The term Ojibwe comes from Utchibou, name given to the XVIIe century to a group who lived north of what is now Sault Ste. Marie, Ontario. Here's one from their tale: Chi Ca Go.
The Ojibway were part of a series of very close, but distinct groups, occupying a territory located between the northeast of the bay Georgian and eastern Lake Superior. These peoples who gathered near present-day Sault Ste. Mary are also called Saulteaux, a term that today refers primarily to the Ojibway peoples of northwestern Ontario and southeastern Manitoba.
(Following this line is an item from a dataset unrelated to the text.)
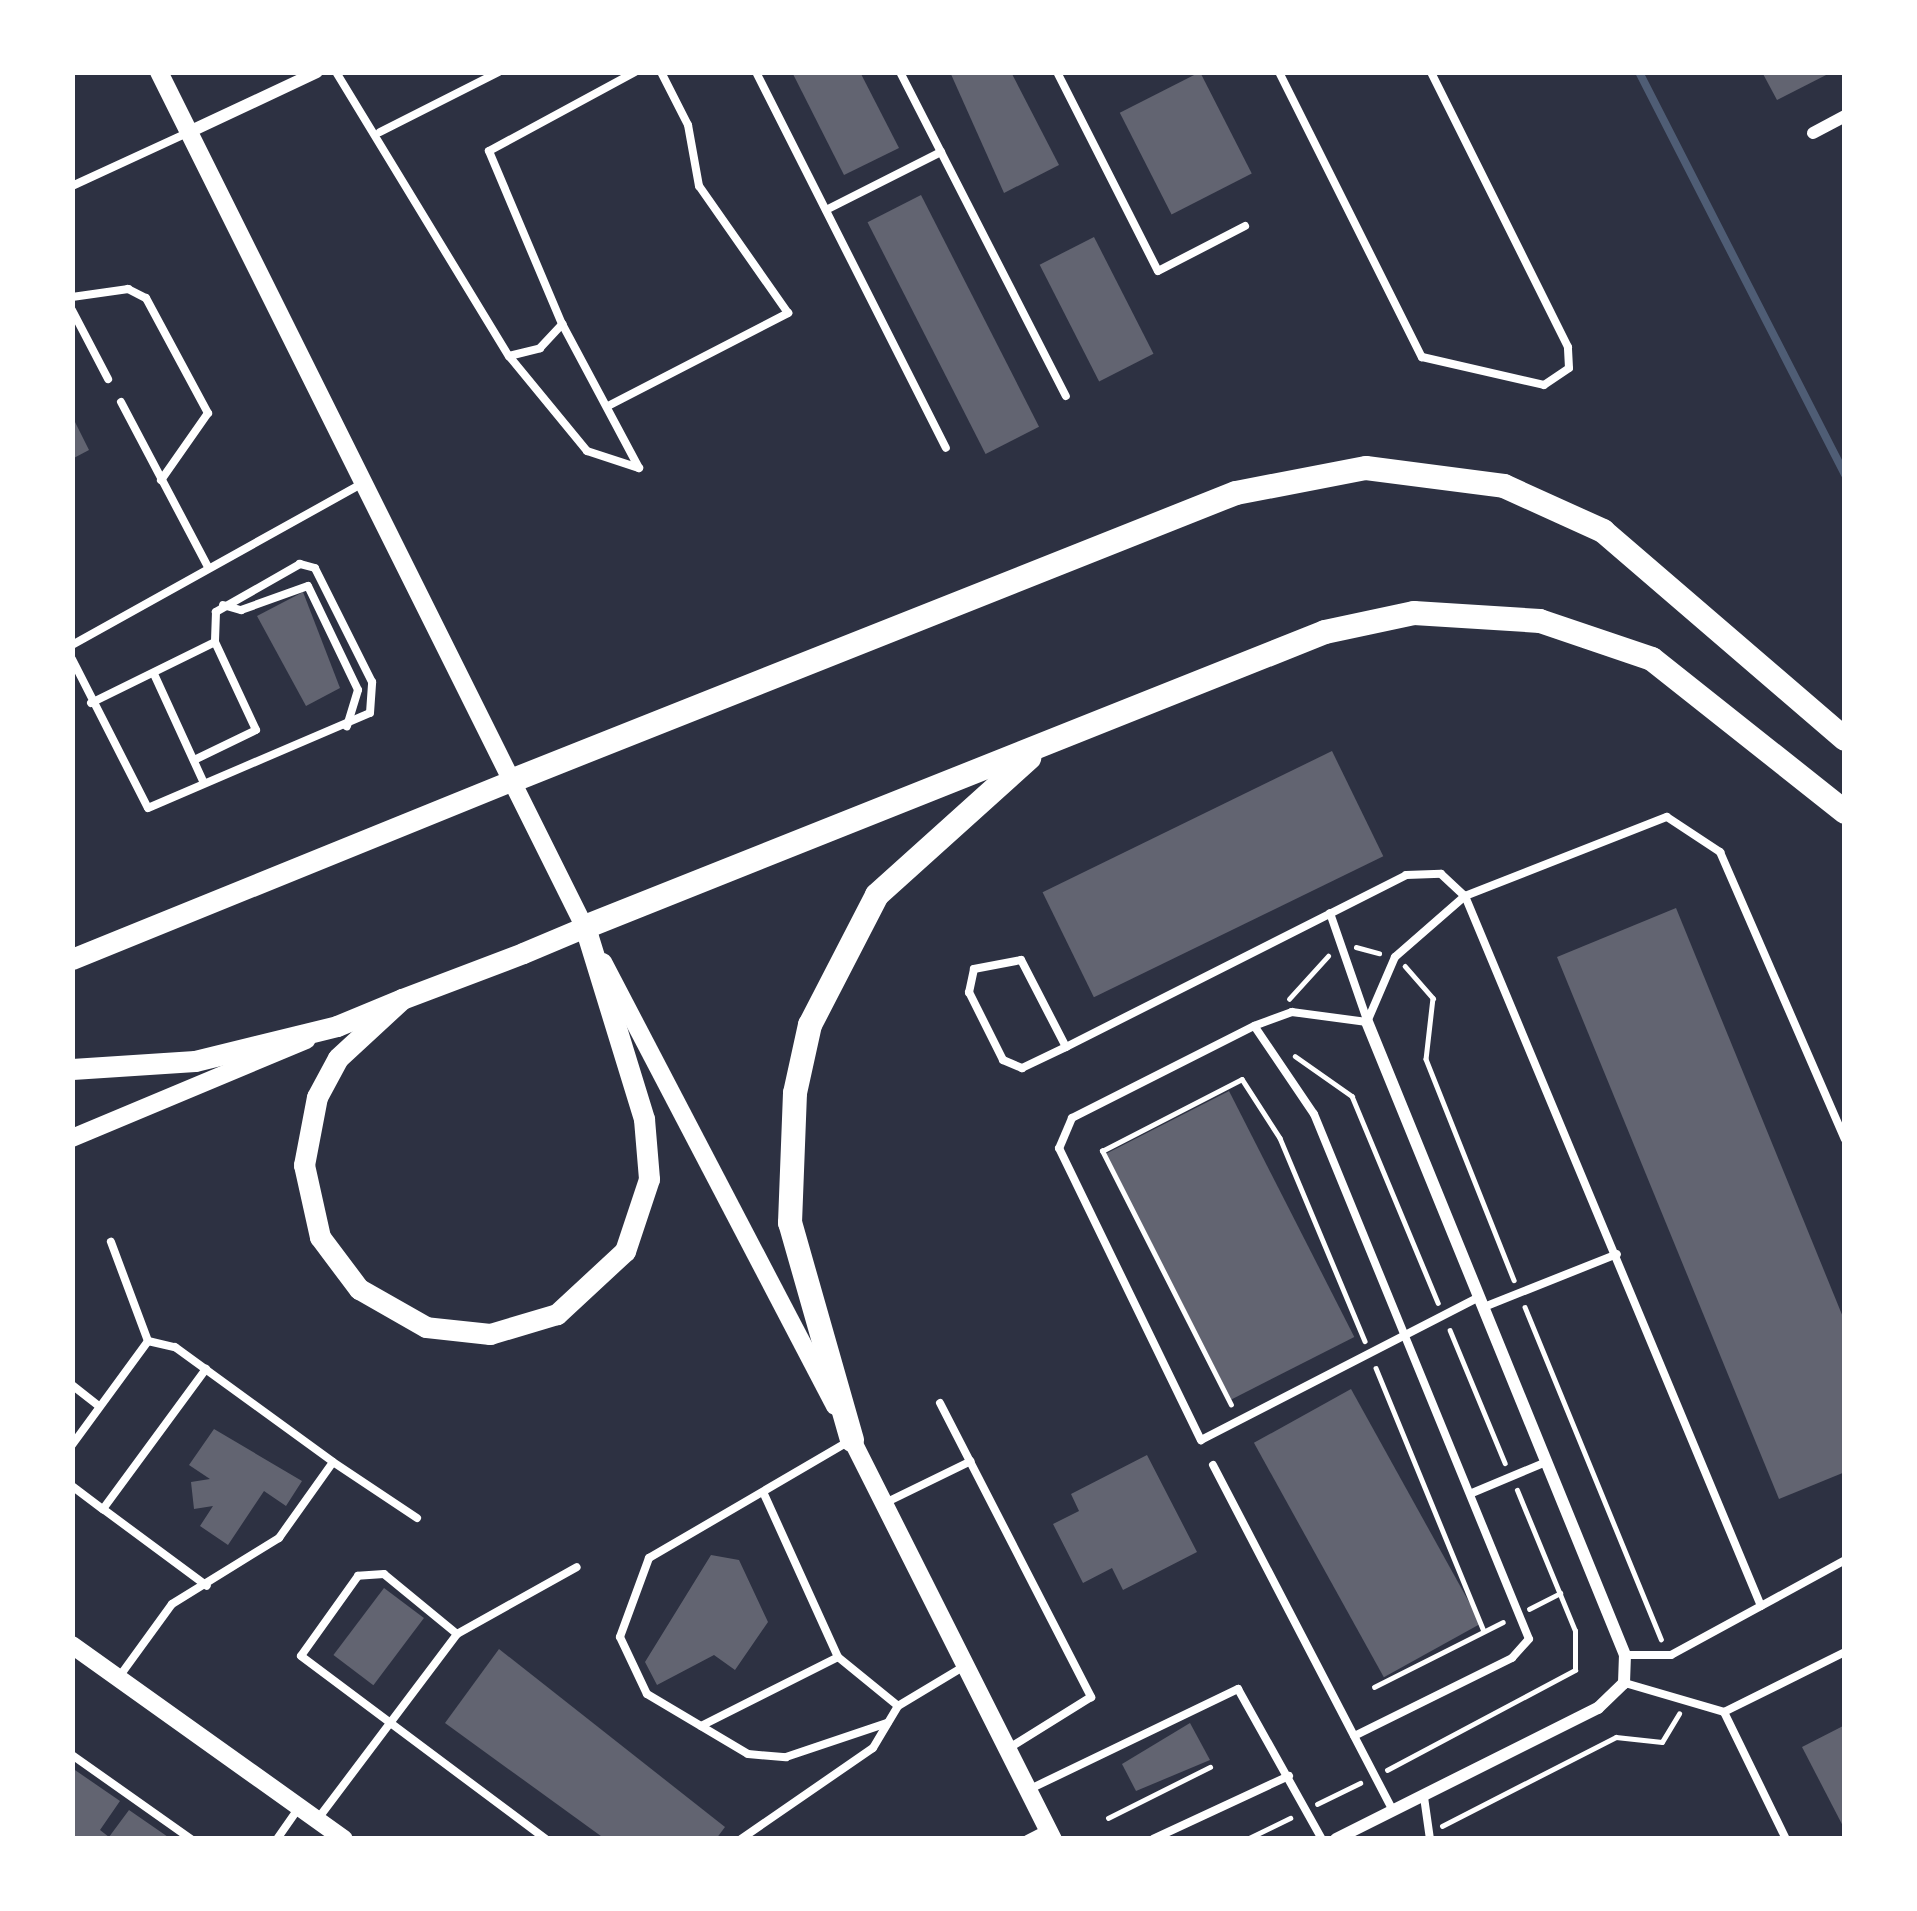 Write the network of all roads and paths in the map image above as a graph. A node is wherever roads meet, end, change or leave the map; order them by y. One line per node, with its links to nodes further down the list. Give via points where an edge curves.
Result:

Once an Ottawan hunter and his wife lived on the shores of Lake
Michigan. Then the hunters went south, toward the end of the lake,
to hunt. When he reached the lake where he had caught Beaver tea
year before, it was still covered with ice. Then he tapped the ice
to find the thinner places where the Beaver families lived. He broke
holes at these weaker points in the ice, and went to his wigwam
to get his traps.
Now the hunter's wife chanced to pass one of these holes and saw
a Beaver on the ice. She caught it by the tail and called to the
hunter to come and kill it quickly, before it could get back into
the water. "No," said the hunter, "if I kill this
Beaver, the others will become frightened. They will escape from
the lake by other openings in the ice. "
Then the woman became angry, and they quarreled. When the sun was
near setting, the hunter went out on the ice again, to set more
traps. When he returned to his tepee, his wife had gone. He thought
she had gone to make a visit. The next morning she had not returned,
and he saw her footprints. So he followed her trail to the south.
As he followed her trail, he saw that the footprints gradually
changed. At last they became the trail of a skunk. The trail ended
in a marsh, and many skunks were in that marsh. Then he returned
to his people. And he called the place, “The Place of the Skunk. "
Between Milwaukee and Chicago, going south where Chicago now stands.